Research Article: Manganese acquisition is essential for virulence of Enterococcus faecalis

Date Published: September 20, 2018

Publisher: Public Library of Science

Author(s): Cristina Colomer-Winter, Ana L. Flores-Mireles, Shannon P. Baker, Kristi L. Frank, Aaron J. L. Lynch, Scott J. Hultgren, Todd Kitten, José A. Lemos, Eric P. Skaar.


Manganese (Mn) is an essential micronutrient that is not readily available to pathogens during infection due to an active host defense mechanism known as nutritional immunity. To overcome this nutrient restriction, bacteria utilize high-affinity transporters that allow them to compete with host metal-binding proteins. Despite the established role of Mn in bacterial pathogenesis, little is known about the relevance of Mn in the pathophysiology of E. faecalis. Here, we identified and characterized the major Mn acquisition systems of E. faecalis. We discovered that the ABC-type permease EfaCBA and two Nramp-type transporters, named MntH1 and MntH2, work collectively to promote cell growth under Mn-restricted conditions. The simultaneous inactivation of EfaCBA, MntH1 and MntH2 (ΔefaΔmntH1ΔmntH2 strain) led to drastic reductions (>95%) in cellular Mn content, severe growth defects in body fluids (serum and urine) ex vivo, significant loss of virulence in Galleria mellonella, and virtually complete loss of virulence in rabbit endocarditis and murine catheter-associated urinary tract infection (CAUTI) models. Despite the functional redundancy of EfaCBA, MntH1 and MntH2 under in vitro or ex vivo conditions and in the invertebrate model, dual inactivation of efaCBA and mntH2 (ΔefaΔmntH2 strain) was sufficient to prompt maximal sensitivity to calprotectin, a Mn- and Zn-chelating host antimicrobial protein, and for the loss of virulence in mammalian models. Interestingly, EfaCBA appears to play a prominent role during systemic infection, whereas MntH2 was more important during CAUTI. The different roles of EfaCBA and MntH2 in these sites could be attributed, at least in part, to the differential expression of efaA and mntH2 in cells isolated from hearts or from bladders. Collectively, this study demonstrates that Mn acquisition is essential for the pathogenesis of E. faecalis and validates Mn uptake systems as promising targets for the development of new antimicrobials.

Partial Text

While normal residents of the gastrointestinal (GI) tract of animals and humans, enterococci are also the third most frequent cause of hospital-acquired infections and a major threat to public health due to the alarming rise of multidrug-resistant isolates [1]. Enterococcal infections in humans are mainly caused by Enterococcus faecalis and Enterococcus faecium, with the great majority of infections (~70%) caused by E. faecalis. Collectively, enterococci rank as the third leading etiological agent in infective endocarditis (IE) [2], second in complicated urinary tract infections (UTI) [3], and one of the leading causes of device-associated infections and bacteremia [1]. Despite the recent introduction of new antibiotics active against both E. faecalis and E. faecium (i.e. daptomycin, linezolid, tigecycline), the indiscriminate use of antibiotics and the rise in elderly and severely ill populations susceptible to infection continues to contribute to a worldwide increase in enterococcal infections [4, 5]. The pathogenic potential of E. faecalis, and more generally, of all enterococci, has been largely attributed to their harsh and extremely durable nature, which includes intrinsic tolerance to commonly-used antibiotics (such as cephalosporins), chlorine, alcohol-based detergents, and an ability to survive extreme fluctuations in temperature, pH, oxygen tension, humidity and nutrient availability [1].
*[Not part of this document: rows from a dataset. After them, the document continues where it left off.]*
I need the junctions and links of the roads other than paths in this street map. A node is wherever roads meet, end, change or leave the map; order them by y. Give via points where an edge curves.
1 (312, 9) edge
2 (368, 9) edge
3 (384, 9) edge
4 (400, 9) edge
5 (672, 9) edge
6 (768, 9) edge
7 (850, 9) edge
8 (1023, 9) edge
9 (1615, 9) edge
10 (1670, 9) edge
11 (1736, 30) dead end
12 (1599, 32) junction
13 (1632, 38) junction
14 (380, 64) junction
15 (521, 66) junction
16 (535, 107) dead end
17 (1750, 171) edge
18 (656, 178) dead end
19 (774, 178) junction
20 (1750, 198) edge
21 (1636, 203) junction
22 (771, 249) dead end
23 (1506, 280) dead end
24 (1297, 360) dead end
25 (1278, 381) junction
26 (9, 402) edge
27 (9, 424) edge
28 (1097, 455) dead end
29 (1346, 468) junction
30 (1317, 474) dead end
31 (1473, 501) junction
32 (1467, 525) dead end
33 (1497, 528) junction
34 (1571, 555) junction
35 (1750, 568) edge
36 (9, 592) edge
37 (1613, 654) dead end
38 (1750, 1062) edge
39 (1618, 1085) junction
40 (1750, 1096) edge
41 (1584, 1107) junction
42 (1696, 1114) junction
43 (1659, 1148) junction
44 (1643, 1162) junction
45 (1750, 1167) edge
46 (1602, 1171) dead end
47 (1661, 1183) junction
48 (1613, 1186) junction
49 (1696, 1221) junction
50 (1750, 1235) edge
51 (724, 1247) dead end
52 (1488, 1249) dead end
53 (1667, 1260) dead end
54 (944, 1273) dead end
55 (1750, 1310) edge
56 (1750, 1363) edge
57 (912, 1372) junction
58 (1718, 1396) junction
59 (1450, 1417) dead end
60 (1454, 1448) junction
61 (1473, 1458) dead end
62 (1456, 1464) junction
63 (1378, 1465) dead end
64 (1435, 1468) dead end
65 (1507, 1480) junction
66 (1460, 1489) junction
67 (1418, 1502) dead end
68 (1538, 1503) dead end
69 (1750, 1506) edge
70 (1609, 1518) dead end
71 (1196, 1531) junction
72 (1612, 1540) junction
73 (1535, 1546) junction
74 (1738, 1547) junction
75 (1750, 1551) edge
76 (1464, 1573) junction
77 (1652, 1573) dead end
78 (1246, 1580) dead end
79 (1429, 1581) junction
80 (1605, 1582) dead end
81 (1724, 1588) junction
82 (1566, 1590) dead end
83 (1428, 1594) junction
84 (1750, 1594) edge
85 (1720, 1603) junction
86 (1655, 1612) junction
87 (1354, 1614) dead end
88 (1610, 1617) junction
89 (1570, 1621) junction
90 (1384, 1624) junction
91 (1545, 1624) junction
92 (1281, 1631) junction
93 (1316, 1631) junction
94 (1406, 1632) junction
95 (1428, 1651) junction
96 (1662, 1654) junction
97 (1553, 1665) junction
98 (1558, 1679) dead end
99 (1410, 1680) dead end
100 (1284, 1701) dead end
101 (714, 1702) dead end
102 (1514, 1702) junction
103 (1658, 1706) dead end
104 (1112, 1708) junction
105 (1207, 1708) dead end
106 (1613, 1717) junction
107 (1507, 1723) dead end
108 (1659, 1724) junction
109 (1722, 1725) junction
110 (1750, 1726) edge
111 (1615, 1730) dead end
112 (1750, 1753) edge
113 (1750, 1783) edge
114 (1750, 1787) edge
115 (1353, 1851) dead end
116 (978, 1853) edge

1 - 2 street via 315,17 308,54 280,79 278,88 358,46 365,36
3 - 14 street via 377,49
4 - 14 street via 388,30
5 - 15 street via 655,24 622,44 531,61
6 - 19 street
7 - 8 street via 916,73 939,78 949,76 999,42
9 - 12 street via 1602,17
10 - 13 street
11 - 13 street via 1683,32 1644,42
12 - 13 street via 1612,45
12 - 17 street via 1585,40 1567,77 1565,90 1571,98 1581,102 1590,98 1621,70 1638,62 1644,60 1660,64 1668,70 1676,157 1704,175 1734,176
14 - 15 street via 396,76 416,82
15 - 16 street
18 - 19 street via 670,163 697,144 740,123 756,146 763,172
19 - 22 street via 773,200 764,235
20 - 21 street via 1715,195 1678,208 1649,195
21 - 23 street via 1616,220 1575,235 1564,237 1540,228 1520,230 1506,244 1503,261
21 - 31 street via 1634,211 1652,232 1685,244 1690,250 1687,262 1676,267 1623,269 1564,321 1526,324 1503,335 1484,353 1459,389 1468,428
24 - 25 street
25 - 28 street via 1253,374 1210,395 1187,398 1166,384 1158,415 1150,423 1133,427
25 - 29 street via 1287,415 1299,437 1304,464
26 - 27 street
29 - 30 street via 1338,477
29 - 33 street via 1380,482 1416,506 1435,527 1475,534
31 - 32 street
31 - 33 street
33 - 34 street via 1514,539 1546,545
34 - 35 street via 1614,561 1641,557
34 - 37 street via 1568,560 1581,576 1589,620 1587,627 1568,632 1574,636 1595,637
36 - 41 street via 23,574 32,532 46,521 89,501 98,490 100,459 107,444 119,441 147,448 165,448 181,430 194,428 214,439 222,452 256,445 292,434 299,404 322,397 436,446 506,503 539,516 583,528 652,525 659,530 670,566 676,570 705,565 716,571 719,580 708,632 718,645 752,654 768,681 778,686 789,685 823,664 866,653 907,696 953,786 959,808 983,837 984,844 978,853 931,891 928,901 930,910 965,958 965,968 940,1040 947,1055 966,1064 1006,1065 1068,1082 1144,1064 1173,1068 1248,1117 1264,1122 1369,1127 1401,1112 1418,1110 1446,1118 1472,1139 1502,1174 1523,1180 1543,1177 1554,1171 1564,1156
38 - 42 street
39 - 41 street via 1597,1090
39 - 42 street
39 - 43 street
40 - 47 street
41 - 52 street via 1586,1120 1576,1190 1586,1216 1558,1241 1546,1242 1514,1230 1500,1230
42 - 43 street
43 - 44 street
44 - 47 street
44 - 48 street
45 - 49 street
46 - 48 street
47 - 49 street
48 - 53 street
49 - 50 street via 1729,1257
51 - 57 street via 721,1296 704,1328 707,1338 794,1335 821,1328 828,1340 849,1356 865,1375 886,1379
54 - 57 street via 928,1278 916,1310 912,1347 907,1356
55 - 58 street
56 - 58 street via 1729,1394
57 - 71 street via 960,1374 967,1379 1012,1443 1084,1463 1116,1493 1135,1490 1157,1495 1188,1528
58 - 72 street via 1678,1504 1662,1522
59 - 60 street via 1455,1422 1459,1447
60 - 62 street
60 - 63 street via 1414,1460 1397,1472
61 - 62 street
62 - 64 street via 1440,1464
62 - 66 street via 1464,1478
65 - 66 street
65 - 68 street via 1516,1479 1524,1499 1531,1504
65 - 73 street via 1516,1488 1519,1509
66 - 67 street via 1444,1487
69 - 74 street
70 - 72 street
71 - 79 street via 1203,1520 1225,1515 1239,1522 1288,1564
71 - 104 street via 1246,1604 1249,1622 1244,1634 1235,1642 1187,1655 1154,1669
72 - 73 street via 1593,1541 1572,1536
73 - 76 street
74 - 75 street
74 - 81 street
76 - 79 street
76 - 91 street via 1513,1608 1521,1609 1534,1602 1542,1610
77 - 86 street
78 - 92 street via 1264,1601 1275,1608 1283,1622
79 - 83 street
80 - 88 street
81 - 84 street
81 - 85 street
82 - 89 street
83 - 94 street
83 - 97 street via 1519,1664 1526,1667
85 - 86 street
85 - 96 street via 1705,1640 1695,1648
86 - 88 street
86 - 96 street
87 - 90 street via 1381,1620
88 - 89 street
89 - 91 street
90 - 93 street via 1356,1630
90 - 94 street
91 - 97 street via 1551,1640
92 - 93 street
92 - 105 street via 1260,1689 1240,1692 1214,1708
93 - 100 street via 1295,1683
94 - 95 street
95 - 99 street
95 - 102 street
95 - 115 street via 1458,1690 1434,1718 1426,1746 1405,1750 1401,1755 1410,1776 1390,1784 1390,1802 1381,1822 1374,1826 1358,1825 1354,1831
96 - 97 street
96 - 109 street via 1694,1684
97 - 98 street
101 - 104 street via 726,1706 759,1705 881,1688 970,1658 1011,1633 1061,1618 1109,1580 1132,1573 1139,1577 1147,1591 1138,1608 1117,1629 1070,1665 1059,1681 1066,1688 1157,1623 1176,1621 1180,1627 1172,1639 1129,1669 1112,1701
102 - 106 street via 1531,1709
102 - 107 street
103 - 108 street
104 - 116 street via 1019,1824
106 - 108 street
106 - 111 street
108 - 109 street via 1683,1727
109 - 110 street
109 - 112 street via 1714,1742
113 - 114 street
In this study we confirm previous in silico predictions that the E. faecalis core genome encodes three bona fide Mn transporters: one ABC-type (EfaCBA) and two Nramp-type transporters (MntH1 and MntH2) [27]. Early studies showed that the virulence of an E. faecalis efaA mutant was slightly delayed in a mouse peritonitis model despite the fact that the strain failed to display noticeable phenotypes in vitro [33, 36]. Here, we provide an explanation for such findings by showing that only the simultaneous inactivation of two or all three transporters can drastically impair Mn homeostasis under laboratory as well as in vivo conditions. Specifically, the ΔefaΔmntH1ΔmntH2 triple mutant strain was unable to grow (or grew very poorly) in Mn-restricted environments—a condition commonly encountered in human tissues—and was unable to robustly infect vertebrate and invertebrate animal hosts. To our knowledge, this is the first description of an E. faecalis mutant strain being virtually avirulent in multiple animal infection models. Moreover, this is also the first demonstration that the ability to acquire Mn using high affinity transporters within the urinary tract environment was shown to be an important aspect for the development of bacterial UTI.